We derived a robust metric that can be used to evaluate and compare in vitro high-throughput-directed evolution protocols. Like previous approaches, it simply requires a mock experiment, where a known mixture of functional and dysfunctional variants is subjected to one selection round, and the change in frequency is evaluated. Hence, it can directly be used by high-throughput-directed evolution practitioners without any change in their experimental practice and conveniently allows the re-evaluation of already existing or published data. However, contrary to its predecessors, our metric separates experimental design options into two categories, depending on whether they are easily tunable parameters or not. The predictable influences of the initial fraction p, the selection mechanism, as well as the average occupancy $\lambda$, are incorporated in the SQI, whose value reflects only the other, less controlled causes affecting the efficiency of the protocol.

When applied to reported data, the SQI provides an informed evaluation of protocol quality, with an SQI close to 1 indicating that the experimental procedure is close to optimal. Our approach allowed us to detect abnormal selection efficiency in the CSR, and we were able to link this behavior to a deviation from the intuitive model based on the additivity of the phenotypes. We have shown experimentally that this is most likely, due to the toxicity of bacterial lysate. Counter-intuitively, these toxic effects have a positive influence of the selection efficiency in CSR.

Because it corrects for controllable factors, the SQI is able to extract trends in between different experimental approaches, and suggests hypotheses about the causes behind the observed differences in efficiency. It can therefore help researchers to choose between protocols for their DE experiments. Overall, our re-analysis of existing protocols has shown that, whatever the experimental platform, SQI drops with decreasing initial fractions. This reflects the intuitive fact that is is more difficult to extract very rare variants. We suggest that this probably linked to a decrease in signal-to-background values, where the negative impact of experimental contingencies of type II become more prevalent.
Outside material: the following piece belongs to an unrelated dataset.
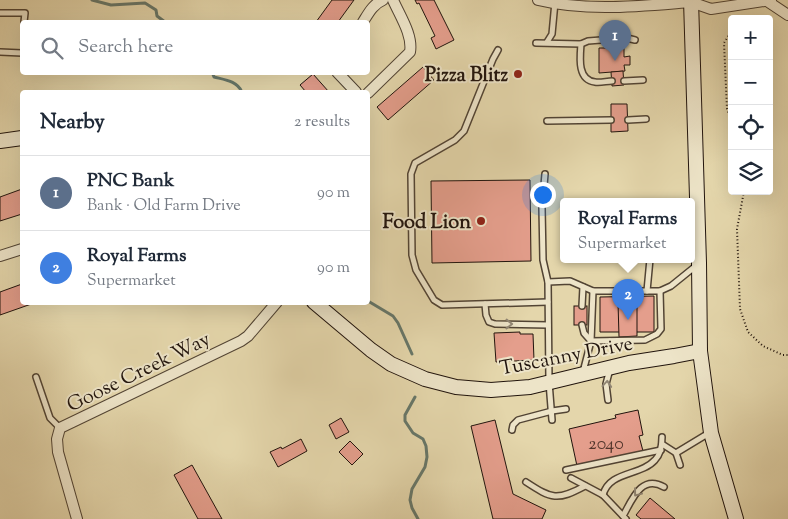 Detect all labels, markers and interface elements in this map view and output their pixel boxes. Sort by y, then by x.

For the experimentalist, the interpretation of an observed value of SQI depends on his expectation concerning the throughput of the protocol. For example, most recent micro-compartmentalized protocols target a throughput T between ${10}^6$ and ${10}^9$. It thus seems unlikely that a very rare active mutant can be purified in a single round. Many (mostly microfluidic) approaches already provide a good SQI at $p>{10}^{-3}$, implying immediate fixation in these cases. It is therefore the ability to bring a rare active variant—with an initial fraction that can be estimated as the inverse of the throughput of the protocol—to $p={10}^{-3}$ that is going to be critical for real applications. We note that for small values of p, the SQI is simply the final fraction of active mutants, corrected for co-encapsulation and sharing/non sharing effects. This is because, at low p, according to Equation (5), the SQI can be written as

$$SQI=p^{\prime }/p_{\mathrm{theo}}^{\prime }\left(p\right)\sim p^{\prime }/\Delta .$$

To estimate the number of necessary rounds, one should then attempt to measure the SQI at initial fractions close to $1/T$. For example, if an SQI $>{10}^{-3}$ is obtained for p as low as $1/T$, then one would typically need only two rounds to harness the full potential of the experimental protocol, that is, fix a functional variant initially present as a single copy in the library.